猫になりたい今日のパトロールはマリオンと二人だ。
ただ隣を歩いているだけなのに「へらへら笑うな!」と度々怒られてしまう。
(そんなに笑ってるか? 俺)
今の自分がどんな顔をして、マリオンの隣に立ってるのかは分からない。
俺としては気を引き締めて歩いているつもりだけれど、道行く人に声をかけられれば愛想良く笑えと日頃から俺たちに言い聞かせているのはマリオンなのに。

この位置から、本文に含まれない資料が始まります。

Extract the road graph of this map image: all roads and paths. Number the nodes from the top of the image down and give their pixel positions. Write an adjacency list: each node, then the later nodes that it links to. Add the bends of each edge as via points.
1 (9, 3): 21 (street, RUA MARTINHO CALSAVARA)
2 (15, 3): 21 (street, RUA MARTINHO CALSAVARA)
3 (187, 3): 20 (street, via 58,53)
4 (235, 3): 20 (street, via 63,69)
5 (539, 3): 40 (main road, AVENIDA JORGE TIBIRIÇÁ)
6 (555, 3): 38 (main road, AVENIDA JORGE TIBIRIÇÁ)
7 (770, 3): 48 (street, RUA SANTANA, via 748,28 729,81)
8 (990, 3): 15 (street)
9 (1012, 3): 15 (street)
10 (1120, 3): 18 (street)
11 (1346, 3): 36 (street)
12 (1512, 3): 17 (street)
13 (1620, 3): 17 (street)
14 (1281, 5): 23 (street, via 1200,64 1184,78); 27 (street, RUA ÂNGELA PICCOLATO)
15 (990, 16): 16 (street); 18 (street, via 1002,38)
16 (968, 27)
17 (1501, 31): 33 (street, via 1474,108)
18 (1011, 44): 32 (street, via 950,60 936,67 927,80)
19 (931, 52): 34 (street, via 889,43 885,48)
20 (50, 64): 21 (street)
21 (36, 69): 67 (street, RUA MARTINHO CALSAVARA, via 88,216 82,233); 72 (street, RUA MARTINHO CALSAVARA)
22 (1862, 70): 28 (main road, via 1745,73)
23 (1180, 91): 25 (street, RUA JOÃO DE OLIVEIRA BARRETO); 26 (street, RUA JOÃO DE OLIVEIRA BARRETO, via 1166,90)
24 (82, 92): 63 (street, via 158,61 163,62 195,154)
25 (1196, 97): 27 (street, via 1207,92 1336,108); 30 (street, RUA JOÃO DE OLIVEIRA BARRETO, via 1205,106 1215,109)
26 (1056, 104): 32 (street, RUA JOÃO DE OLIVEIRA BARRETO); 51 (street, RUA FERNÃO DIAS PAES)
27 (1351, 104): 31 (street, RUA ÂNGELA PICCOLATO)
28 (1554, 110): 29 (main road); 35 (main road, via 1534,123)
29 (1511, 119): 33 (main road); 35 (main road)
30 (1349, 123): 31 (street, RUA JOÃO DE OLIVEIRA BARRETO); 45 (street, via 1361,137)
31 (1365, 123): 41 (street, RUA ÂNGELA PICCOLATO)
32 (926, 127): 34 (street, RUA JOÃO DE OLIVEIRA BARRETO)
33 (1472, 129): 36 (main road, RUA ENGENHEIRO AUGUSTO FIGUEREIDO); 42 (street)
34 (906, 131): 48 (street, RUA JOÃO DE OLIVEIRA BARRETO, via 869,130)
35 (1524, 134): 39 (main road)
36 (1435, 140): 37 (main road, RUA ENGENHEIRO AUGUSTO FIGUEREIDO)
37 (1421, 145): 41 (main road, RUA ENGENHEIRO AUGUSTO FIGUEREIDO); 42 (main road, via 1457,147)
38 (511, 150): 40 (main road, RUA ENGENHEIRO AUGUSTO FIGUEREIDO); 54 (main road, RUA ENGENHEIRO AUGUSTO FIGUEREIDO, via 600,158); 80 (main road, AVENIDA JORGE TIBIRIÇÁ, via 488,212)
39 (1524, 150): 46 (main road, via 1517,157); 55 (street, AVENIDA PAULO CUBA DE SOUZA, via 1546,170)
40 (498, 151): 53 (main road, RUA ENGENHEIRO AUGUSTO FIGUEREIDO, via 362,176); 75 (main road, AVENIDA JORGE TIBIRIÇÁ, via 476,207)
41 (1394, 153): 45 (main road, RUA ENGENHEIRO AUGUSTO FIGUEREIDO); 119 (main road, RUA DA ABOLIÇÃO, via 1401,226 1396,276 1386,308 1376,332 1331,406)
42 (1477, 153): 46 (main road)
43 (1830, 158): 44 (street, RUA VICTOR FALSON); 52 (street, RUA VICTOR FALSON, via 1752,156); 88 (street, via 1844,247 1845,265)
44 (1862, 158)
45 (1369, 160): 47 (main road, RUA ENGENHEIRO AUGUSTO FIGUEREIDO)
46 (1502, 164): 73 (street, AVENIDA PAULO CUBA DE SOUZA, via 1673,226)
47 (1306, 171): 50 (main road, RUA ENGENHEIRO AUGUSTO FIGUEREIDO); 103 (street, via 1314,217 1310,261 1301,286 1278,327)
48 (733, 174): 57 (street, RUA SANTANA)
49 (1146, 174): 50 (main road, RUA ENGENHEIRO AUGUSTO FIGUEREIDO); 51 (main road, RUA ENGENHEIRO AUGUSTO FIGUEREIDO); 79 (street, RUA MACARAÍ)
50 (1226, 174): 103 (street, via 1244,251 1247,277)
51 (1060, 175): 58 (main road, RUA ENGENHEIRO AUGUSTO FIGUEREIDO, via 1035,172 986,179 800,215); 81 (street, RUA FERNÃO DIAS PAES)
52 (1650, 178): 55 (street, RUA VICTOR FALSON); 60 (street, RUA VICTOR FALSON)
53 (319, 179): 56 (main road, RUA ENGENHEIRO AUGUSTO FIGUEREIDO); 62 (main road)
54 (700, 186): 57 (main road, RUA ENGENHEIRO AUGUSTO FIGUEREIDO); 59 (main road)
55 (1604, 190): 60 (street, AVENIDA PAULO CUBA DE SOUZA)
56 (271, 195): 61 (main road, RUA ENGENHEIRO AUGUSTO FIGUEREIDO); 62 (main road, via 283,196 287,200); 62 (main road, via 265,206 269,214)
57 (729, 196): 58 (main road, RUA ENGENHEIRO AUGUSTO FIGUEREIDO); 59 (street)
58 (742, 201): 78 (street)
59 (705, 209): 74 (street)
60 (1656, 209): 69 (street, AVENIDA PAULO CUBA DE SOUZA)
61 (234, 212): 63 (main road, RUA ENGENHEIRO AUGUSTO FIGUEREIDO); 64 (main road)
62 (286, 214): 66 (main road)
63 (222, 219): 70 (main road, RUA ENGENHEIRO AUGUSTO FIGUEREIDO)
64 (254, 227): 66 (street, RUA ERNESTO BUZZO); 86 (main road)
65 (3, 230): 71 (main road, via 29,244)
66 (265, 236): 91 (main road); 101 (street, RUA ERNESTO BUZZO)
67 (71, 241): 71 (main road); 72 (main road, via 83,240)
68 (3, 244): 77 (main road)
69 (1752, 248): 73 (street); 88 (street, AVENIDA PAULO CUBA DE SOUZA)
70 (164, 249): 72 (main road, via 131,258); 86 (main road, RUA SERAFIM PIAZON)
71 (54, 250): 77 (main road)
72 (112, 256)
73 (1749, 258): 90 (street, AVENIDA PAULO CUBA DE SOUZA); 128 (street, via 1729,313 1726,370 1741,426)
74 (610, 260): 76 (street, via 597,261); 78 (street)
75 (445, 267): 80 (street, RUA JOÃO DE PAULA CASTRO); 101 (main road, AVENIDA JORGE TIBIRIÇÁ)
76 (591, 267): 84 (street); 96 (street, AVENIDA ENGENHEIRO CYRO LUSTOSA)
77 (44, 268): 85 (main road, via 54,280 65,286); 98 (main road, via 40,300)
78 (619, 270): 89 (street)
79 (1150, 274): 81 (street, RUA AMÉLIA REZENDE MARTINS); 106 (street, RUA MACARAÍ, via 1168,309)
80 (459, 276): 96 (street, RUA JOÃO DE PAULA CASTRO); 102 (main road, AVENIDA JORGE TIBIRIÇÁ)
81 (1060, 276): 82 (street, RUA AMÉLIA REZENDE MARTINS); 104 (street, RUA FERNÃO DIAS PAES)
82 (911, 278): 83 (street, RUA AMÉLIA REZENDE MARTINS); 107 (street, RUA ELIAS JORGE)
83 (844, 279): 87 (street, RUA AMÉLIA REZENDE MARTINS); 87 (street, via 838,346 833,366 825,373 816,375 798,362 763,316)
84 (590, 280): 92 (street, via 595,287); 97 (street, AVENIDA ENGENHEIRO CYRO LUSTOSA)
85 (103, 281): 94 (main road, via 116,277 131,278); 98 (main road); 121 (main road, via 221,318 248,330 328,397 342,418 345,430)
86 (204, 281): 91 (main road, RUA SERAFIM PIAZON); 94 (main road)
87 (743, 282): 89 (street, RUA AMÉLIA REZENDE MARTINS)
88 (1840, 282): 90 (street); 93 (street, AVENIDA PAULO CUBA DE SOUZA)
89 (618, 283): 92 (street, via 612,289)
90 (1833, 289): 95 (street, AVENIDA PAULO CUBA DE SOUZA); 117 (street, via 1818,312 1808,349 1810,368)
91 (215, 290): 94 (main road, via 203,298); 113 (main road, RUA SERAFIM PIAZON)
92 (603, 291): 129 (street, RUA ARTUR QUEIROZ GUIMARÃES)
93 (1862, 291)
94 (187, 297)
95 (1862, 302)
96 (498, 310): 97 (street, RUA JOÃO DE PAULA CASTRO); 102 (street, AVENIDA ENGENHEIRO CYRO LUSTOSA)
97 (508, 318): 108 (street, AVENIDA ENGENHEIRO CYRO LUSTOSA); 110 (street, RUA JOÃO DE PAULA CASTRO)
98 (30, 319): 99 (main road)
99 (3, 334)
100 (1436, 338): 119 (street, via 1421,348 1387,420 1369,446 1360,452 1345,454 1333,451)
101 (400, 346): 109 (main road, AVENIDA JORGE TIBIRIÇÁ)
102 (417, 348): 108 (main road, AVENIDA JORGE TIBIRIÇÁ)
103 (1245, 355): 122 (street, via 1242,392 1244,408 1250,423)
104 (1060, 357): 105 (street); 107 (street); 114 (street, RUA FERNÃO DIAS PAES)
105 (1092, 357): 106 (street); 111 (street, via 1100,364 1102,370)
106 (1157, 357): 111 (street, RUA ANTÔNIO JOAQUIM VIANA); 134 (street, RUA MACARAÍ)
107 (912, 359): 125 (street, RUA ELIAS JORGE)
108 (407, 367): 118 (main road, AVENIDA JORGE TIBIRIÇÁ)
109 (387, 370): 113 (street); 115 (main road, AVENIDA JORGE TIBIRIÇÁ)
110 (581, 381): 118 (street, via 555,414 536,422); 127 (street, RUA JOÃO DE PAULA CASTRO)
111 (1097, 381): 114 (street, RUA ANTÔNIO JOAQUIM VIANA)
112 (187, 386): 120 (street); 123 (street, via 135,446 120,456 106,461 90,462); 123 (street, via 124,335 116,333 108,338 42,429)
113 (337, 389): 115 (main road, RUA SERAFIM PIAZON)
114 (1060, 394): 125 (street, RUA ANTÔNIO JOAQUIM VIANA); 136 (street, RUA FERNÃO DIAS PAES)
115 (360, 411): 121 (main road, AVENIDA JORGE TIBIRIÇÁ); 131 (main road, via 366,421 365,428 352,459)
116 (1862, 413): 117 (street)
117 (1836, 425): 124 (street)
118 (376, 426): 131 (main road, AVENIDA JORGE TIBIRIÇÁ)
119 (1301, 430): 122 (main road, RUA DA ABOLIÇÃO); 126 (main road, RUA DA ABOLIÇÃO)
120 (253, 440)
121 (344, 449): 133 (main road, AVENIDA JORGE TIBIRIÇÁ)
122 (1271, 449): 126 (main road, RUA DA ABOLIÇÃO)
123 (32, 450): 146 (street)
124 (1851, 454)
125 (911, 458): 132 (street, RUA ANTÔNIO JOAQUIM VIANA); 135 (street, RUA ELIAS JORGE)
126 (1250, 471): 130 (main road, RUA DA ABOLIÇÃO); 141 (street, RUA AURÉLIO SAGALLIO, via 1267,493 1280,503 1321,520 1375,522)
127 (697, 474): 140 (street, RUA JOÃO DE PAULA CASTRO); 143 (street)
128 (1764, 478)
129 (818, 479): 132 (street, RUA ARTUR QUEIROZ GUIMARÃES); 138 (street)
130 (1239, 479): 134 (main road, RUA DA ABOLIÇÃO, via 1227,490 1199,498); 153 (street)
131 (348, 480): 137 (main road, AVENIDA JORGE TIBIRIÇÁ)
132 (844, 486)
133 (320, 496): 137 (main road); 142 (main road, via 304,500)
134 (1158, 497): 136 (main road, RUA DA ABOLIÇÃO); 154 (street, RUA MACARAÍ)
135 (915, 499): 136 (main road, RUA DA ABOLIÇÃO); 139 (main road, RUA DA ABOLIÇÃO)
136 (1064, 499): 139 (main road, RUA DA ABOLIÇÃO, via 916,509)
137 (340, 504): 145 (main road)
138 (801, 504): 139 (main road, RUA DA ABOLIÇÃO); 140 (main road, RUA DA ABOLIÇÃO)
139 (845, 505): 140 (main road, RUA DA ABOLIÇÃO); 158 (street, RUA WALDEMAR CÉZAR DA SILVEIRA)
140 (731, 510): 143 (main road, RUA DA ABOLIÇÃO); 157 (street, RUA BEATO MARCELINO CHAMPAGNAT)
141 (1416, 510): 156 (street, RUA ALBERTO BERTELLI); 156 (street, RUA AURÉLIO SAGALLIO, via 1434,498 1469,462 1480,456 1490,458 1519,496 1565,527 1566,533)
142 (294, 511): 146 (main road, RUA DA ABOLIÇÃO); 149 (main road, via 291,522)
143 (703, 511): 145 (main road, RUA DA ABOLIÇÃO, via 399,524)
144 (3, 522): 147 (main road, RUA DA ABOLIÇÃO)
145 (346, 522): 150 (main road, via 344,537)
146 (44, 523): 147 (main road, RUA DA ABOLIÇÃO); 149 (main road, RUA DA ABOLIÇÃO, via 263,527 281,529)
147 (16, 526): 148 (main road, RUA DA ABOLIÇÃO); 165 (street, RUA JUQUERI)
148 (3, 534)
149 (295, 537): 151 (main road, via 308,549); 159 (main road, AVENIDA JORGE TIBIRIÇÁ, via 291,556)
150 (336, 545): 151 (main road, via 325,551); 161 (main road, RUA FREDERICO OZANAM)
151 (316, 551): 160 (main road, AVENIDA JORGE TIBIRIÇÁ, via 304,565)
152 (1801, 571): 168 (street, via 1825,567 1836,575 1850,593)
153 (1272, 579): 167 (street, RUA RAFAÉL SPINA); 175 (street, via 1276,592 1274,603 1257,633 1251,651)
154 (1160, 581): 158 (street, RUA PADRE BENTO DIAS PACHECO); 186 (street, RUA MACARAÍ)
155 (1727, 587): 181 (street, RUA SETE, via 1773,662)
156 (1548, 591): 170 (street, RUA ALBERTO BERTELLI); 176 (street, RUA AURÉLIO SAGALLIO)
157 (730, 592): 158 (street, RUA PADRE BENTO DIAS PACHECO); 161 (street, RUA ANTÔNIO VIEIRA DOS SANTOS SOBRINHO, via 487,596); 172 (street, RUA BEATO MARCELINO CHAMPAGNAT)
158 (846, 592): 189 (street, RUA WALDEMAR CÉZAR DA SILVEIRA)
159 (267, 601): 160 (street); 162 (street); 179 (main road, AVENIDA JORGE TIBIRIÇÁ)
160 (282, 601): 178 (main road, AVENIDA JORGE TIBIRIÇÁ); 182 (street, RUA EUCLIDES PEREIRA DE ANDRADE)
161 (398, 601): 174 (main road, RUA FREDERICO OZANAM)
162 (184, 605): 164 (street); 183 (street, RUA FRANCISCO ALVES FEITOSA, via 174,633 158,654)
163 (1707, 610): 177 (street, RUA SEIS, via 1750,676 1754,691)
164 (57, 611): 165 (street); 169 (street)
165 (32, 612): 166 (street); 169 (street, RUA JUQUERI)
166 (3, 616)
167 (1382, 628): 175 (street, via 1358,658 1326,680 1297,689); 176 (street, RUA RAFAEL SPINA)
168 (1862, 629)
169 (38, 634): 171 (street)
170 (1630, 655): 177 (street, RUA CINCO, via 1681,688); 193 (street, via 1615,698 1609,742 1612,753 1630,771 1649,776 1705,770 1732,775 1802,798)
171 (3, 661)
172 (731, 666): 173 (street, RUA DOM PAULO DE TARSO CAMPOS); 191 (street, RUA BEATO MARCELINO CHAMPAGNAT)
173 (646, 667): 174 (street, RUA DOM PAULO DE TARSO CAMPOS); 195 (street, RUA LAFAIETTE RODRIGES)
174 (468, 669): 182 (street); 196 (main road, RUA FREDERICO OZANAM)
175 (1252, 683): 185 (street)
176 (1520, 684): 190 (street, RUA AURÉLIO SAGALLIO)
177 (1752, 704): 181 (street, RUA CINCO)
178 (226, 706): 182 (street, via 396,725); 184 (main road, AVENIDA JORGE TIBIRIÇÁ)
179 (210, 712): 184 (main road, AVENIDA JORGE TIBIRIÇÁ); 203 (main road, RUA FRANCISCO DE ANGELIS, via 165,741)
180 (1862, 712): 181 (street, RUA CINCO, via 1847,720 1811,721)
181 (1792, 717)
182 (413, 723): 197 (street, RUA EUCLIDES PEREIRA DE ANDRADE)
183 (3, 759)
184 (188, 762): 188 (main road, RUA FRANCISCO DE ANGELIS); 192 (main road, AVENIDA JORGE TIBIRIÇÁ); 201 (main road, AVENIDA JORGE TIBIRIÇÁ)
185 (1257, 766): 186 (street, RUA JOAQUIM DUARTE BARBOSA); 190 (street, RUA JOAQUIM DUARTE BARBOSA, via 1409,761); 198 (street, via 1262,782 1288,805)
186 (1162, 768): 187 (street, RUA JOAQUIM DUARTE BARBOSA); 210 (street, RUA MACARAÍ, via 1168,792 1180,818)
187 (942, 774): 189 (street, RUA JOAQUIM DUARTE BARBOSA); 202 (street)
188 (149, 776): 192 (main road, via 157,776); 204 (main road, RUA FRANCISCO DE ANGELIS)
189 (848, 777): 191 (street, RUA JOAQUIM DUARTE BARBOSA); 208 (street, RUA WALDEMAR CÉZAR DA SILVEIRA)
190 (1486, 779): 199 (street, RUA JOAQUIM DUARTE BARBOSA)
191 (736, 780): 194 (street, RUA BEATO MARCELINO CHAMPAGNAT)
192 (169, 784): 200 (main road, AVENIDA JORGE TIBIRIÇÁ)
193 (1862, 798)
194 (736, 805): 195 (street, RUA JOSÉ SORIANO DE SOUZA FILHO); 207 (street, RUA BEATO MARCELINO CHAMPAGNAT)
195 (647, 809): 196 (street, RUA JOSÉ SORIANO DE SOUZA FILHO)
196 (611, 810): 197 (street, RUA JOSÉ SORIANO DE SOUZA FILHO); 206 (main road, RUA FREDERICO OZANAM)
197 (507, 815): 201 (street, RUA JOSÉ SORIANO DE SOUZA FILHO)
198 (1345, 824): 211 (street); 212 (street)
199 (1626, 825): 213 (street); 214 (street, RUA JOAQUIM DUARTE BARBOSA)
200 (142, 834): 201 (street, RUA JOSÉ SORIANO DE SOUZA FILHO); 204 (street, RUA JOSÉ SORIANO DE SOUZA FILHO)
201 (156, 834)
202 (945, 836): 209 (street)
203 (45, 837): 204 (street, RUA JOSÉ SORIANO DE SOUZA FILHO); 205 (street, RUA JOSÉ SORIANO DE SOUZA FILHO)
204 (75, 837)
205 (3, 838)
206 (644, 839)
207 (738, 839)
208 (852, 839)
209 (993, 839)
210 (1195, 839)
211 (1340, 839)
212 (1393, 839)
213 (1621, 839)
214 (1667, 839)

愛想良く笑うのと、へらへら笑うのはきっとマリオンにとっては違うのだろう。
(難しいな……ま、なんとかなるだろ)
そう楽観視して、隣を歩くマリオンを盗み見る。
真面目な顔をして、周囲で何か異常は起きていないか気を配る。
その最中に市民に声をかけられると、俺たちに向ける表情とは打って変わって優しい笑みを浮かべるのだ。
さすがマリオンだ。
「やっぱマリオンは凄いな」
「何がだ」
「切り替えがうまいっつーか。見てて気持ちいいもんな」
「ふん。人のことをどうこう言う前に自分をなんとかしろ。
さっきの女性への対応、顔が引きつってたぞ」
「う」
最近では以前よりはうまく話せるようになったと思っていたんだが。
やっぱり長年の苦手はそう簡単に克服されるものではない。
「そもそもオマエは――」
その時だった。
どこからか『にーにー』と小さな声が聞こえる。
マリオンも聞こえたのだろう。すぐにどこから声がするのか周囲を確認する。
「マリオン、あそこだ!」
「! あんなところに…!」
俺たちのすぐ近くにある高い木の枝に猫がいた。
きっと登るだけ登って降りれなくなったのだろう。
助けを求めるように鳴く声が悲壮に満ちていた。
「くっ……!」
「ちょっと待て、マリオン!」
「なんだ!?」
すぐに木に登ろうとしたマリオンを慌てて止める。
「木の上なら俺が行った方が早いだろ?」
「……! そうか、オマエの能力で」
「ああ、だからマリオンはここで待っててくれ」
マリオンが頷くのを確認してから、俺は能力を使うことに集中した。
・・・
「よっと」
「無事か!?」
猫を抱きかかえて地上へ戻ると、マリオンがすぐに俺へ駆け寄ってくる。
心配そうな表情に、なぜだか心臓がぎゅっとなった。
「おお、このとおり俺はだいじょ――」
「誰がオマエの心配なんてするんだ? 猫のことだ」
「はは……、そうだよな」
マリオンは俺から猫をひったくると、猫が怪我をしていないか全身をくまなく確認する。
何も異常がないことに安心したのか、マリオンはふっと表情を綻ばせた。
「大丈夫そうだな。もうあんまり高いところに登ってはいけないぞ」
「にー」
猫と会話をするマリオン。なんつーか、すっげー……
「かわいい」
「何か言ったか?」
「!? いや、猫が無事でよかったなーって!!」
どうやらマリオンには聞こえていなかったようだ。
俺はいったい何を口走ってるんだ?
「ああ、そうだな。じゃあ、この子を下ろすぞ」
「ああ、そうしてやってくれ」
地面に下ろされた猫は俺とマリオンの足元に何回か身体をすり寄せた後、茂みの向こうへと駆けて行った。
「これに懲りてもう高いところに登らないといいけどな」
「そうだな。おい、ガスト」
「お、おう! どうかしたか」
「……よくやった。褒めてやる」
マリオンは軽く咳ばらいをした後、そう言った。
マリオンが俺を褒めた?
驚きのあまり瞬きを忘れてマリオンを見つめていると、柔らかかったはずの表情がすぐにいつもの厳しい表情へと変わった。
「間抜けな顔をするな! しゃきっとしろ!」
「え、ええ~!?」
褒められたのもつかの間。いつものようにマリオンの容赦ない鞭が飛んでくる。
俺がマリオンの表情に一喜一憂していることに気づくのは、もう少し後の話だ。